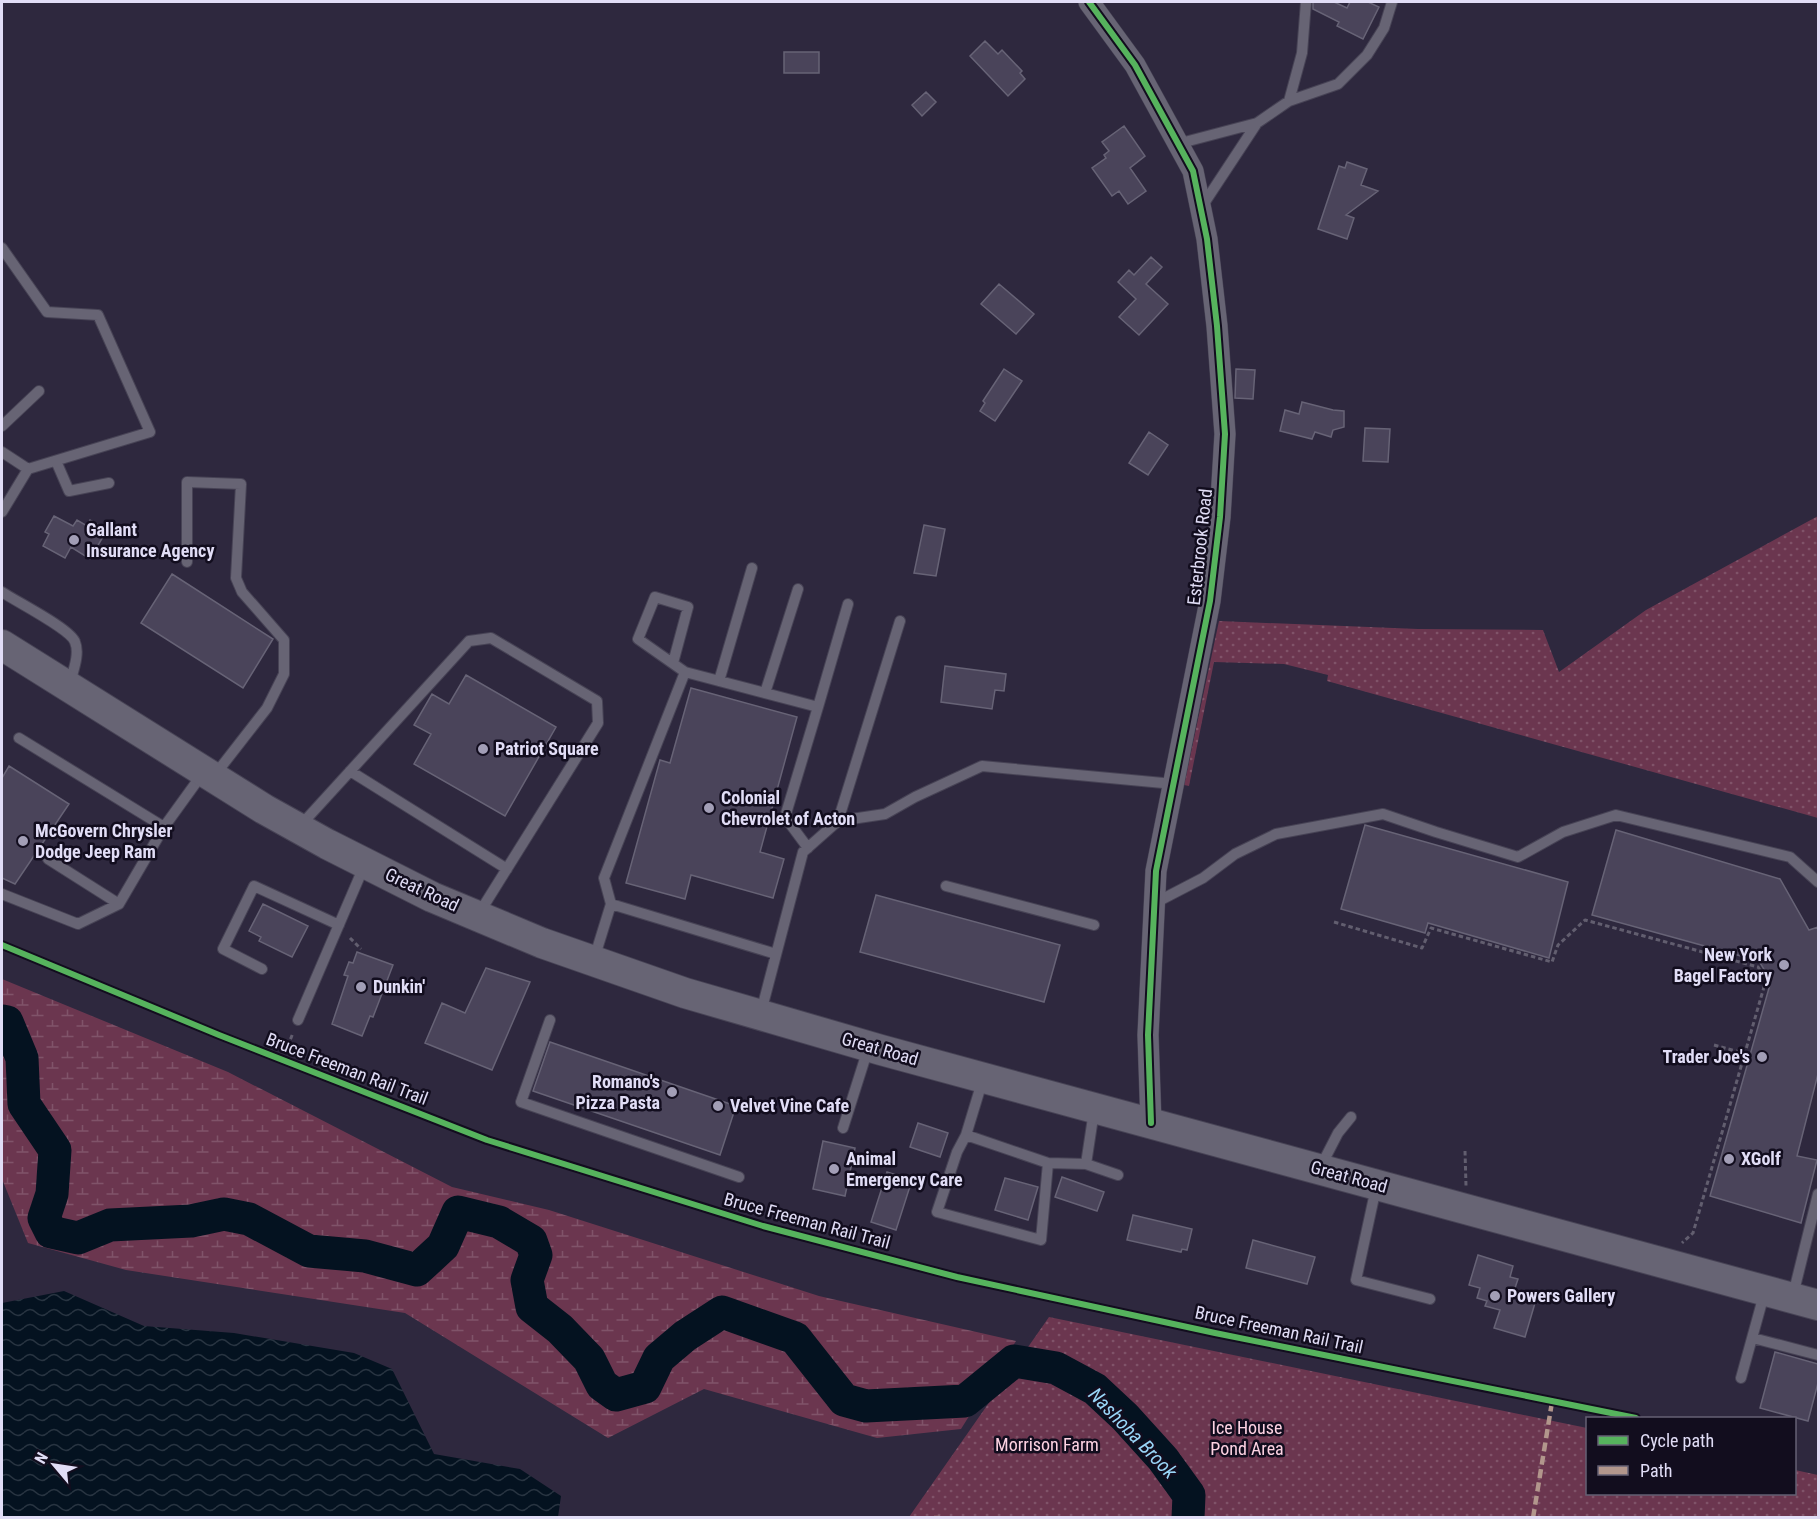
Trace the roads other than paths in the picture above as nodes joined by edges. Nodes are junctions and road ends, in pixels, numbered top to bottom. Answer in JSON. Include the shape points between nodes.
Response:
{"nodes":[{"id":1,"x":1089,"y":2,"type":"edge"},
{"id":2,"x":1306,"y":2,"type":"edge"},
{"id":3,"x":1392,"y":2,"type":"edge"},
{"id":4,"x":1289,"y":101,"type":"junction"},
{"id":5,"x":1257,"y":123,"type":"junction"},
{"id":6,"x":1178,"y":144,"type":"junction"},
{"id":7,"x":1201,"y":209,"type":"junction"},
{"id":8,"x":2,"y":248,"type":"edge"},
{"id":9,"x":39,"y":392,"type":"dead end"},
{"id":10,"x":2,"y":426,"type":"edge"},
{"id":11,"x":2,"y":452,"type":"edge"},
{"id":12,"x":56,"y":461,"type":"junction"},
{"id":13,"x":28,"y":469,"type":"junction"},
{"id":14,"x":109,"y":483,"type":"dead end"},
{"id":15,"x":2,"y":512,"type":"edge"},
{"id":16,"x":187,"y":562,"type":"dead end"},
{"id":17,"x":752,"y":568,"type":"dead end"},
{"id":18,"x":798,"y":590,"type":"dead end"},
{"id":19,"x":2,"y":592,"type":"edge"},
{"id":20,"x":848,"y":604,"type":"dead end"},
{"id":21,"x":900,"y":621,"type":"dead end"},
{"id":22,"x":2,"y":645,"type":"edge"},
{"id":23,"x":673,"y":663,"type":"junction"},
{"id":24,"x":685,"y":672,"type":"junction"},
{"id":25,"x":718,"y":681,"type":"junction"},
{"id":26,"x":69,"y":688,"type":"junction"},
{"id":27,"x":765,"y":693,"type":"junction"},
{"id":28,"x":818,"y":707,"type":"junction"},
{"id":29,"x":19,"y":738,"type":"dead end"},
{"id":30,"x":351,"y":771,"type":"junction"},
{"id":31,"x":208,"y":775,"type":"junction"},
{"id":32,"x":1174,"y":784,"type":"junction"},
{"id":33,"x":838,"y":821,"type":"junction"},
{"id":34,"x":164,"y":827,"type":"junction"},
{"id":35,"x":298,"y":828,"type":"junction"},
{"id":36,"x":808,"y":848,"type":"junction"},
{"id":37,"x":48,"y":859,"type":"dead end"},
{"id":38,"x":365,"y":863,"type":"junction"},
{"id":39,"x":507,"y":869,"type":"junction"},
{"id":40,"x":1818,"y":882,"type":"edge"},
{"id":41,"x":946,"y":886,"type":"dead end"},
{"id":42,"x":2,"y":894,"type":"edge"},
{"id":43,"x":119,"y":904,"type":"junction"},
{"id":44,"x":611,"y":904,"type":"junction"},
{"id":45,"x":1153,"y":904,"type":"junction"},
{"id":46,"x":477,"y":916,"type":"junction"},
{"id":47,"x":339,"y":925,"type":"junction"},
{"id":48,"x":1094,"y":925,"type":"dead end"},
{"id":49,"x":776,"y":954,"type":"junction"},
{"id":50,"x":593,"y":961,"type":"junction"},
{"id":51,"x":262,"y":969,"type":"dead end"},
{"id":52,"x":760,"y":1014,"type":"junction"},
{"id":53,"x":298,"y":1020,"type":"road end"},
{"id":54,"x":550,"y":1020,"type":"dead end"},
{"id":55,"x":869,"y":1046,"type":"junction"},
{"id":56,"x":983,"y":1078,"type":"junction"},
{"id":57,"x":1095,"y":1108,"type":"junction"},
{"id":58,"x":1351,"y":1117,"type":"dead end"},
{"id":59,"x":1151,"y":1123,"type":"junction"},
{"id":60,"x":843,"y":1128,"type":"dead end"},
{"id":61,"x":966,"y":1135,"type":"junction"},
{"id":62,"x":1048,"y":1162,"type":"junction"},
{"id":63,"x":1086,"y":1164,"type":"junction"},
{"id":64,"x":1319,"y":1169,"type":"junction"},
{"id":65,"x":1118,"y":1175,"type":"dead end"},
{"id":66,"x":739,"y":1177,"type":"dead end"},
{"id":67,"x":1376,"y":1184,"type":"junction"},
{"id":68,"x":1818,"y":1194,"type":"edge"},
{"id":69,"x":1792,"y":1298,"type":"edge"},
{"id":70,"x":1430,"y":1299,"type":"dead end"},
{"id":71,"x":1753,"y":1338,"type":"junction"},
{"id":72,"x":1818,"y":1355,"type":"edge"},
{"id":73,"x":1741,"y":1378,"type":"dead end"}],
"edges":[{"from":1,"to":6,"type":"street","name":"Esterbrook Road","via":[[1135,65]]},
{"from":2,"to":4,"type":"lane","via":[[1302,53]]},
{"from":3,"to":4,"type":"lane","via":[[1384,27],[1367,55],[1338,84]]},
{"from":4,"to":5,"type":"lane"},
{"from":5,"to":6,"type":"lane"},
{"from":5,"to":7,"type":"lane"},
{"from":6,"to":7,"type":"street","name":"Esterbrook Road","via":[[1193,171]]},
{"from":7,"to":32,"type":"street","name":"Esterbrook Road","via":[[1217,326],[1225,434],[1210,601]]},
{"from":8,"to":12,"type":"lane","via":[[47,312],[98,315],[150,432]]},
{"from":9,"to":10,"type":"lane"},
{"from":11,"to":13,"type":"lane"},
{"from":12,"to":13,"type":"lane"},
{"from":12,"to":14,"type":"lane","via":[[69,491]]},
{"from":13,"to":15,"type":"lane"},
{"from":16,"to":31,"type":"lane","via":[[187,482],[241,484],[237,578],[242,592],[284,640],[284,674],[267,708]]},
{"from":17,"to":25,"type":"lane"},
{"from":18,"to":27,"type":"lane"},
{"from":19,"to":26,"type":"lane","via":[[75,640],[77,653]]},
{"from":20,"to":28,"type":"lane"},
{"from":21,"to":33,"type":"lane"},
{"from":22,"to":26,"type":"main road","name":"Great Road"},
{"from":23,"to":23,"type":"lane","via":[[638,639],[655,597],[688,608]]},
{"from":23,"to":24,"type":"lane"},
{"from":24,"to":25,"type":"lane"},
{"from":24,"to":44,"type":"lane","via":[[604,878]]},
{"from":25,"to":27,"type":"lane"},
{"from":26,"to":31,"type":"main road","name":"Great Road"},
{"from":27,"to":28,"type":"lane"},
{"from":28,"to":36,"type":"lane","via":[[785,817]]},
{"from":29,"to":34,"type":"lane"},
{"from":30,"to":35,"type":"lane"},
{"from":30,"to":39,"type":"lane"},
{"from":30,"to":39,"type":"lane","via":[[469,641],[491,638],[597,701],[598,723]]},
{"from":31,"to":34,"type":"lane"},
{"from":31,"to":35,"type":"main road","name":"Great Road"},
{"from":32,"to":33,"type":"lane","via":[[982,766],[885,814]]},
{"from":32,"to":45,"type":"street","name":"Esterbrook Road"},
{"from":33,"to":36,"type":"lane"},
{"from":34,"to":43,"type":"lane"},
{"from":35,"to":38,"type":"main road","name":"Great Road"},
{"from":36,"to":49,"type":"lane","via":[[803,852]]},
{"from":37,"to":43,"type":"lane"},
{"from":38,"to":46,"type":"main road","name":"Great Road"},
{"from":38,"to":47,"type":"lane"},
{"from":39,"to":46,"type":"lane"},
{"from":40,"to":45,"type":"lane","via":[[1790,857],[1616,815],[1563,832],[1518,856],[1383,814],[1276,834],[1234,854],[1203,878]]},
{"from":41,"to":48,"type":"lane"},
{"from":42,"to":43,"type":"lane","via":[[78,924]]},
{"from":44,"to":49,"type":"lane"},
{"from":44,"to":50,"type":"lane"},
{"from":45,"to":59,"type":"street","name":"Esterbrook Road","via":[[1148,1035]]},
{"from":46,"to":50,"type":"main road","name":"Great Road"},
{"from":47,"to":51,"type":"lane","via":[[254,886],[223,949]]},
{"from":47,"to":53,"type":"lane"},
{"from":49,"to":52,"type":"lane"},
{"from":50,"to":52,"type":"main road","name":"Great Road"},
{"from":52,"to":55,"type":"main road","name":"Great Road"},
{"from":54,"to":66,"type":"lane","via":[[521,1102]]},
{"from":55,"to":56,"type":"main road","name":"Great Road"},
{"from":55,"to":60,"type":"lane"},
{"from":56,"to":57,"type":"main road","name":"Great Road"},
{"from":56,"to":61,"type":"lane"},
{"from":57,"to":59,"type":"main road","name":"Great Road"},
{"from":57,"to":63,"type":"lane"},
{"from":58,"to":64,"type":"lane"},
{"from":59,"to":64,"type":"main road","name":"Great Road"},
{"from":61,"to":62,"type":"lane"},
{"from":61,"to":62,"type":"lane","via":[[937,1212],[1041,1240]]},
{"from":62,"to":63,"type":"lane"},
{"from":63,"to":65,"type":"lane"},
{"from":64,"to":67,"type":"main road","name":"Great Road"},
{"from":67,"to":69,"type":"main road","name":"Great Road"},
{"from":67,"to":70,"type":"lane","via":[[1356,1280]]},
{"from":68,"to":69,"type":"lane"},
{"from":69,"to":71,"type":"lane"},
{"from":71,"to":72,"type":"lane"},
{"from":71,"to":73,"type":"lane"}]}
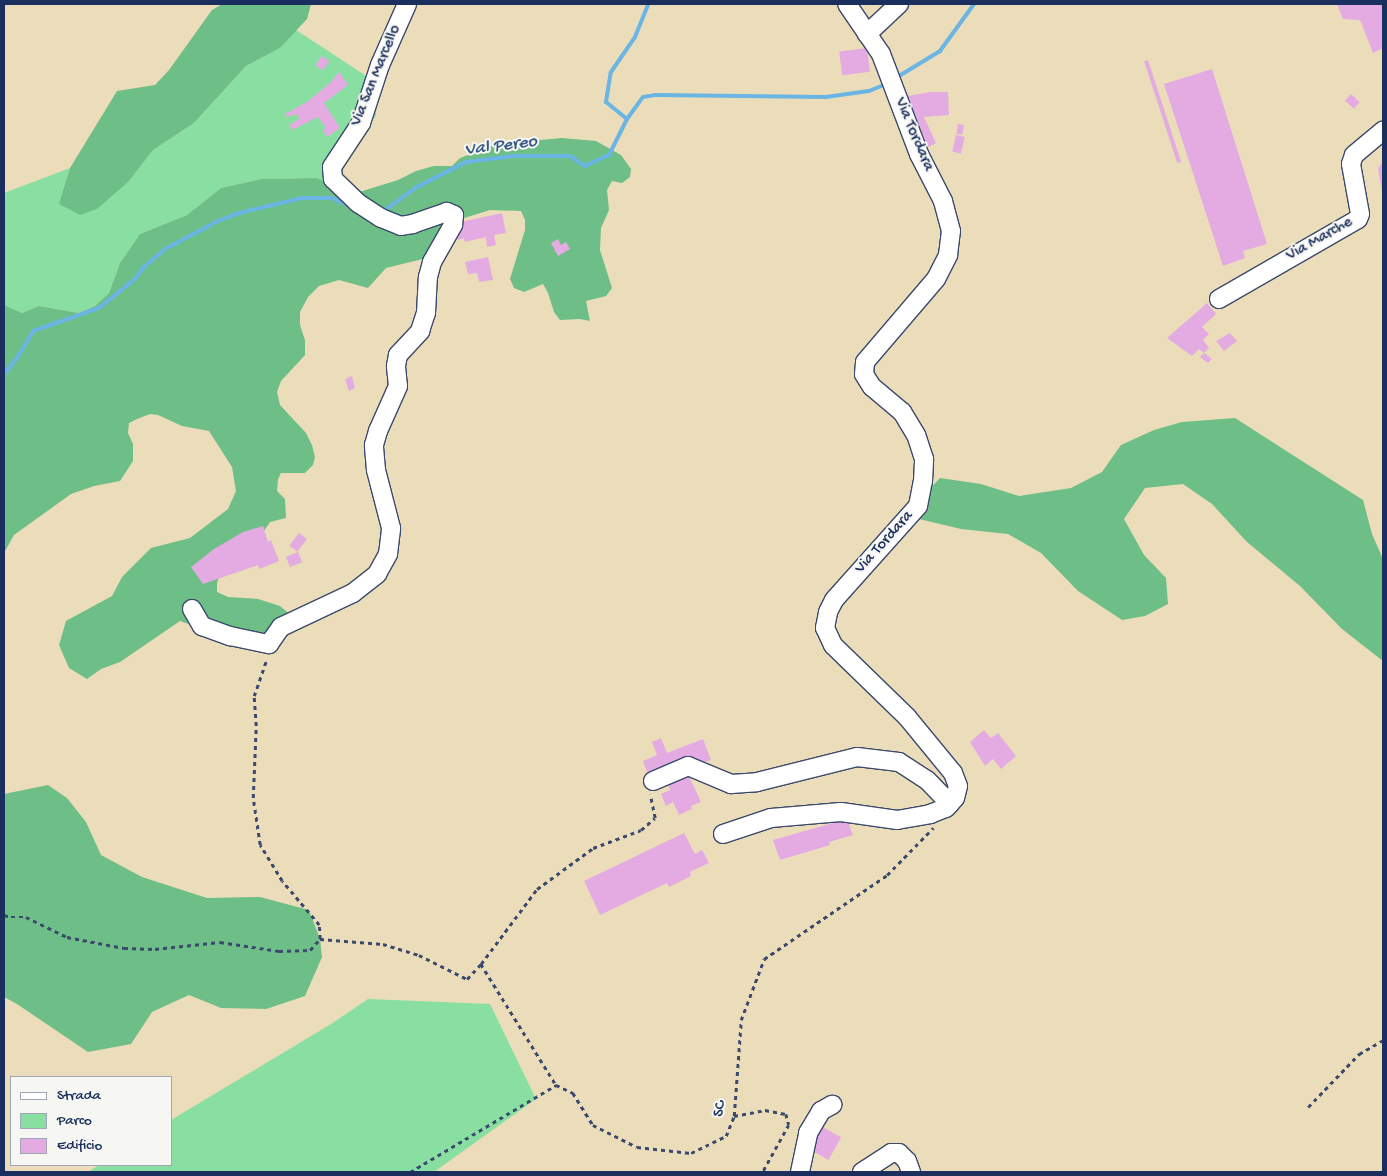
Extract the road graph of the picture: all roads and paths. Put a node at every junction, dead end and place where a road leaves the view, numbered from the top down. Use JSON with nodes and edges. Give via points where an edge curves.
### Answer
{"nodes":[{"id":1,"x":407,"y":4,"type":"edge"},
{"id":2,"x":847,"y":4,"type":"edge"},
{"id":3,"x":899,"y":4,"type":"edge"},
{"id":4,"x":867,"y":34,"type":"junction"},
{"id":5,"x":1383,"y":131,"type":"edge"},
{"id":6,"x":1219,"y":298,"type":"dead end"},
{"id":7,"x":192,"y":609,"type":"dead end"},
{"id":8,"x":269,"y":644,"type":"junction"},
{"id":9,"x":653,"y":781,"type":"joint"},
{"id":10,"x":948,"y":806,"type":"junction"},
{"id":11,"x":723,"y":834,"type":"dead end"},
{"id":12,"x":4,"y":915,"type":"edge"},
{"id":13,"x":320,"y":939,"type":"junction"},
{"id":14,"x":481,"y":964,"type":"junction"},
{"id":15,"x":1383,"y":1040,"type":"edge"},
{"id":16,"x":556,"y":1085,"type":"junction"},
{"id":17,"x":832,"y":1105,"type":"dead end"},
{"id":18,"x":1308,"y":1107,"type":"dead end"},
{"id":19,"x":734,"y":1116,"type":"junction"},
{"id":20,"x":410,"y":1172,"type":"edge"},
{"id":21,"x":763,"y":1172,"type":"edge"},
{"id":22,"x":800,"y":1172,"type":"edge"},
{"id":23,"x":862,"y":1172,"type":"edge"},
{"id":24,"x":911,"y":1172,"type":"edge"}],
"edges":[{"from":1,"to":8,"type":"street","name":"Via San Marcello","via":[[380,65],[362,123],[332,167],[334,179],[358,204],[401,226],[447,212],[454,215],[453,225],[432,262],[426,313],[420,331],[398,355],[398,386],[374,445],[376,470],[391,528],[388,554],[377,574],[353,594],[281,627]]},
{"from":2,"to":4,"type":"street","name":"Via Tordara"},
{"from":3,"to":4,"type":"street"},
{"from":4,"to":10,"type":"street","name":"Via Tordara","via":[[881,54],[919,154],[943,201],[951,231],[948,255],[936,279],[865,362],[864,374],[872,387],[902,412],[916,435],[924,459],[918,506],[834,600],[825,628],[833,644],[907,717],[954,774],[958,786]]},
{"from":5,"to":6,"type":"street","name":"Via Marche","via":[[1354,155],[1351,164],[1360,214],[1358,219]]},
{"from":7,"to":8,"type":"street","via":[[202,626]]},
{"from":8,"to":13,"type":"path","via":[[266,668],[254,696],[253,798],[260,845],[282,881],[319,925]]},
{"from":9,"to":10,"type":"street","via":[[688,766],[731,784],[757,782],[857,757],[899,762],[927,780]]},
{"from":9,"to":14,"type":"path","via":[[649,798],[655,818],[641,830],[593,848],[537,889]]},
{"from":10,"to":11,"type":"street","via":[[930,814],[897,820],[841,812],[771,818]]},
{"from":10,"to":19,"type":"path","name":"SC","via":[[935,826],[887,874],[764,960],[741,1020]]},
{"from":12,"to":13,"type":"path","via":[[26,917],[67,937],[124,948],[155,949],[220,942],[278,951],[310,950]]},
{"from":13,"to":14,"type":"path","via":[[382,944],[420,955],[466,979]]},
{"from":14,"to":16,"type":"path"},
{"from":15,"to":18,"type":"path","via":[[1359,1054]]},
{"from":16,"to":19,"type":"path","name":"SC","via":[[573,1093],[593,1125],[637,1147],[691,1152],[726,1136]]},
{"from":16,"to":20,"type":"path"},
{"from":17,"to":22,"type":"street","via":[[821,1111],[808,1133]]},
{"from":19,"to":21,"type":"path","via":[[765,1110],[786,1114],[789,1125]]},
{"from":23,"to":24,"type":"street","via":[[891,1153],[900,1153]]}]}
● ● ●
• _Task instructions_: Each line above with the word "points" needs to be copied.

• _Solution_:
Trace the roads other than paths in the picture above as nodes joined by edges. Nodes are junctions and road ends, in pixels, numbered top to bottom. Answer in JSON. Include the shape points between nodes.
Extract the road graph of the picture: all roads and paths. Put a node at every junction, dead end and place where a road leaves the view, numbered from the top down. Use JSON with nodes and edges. Give via points where an edge curves.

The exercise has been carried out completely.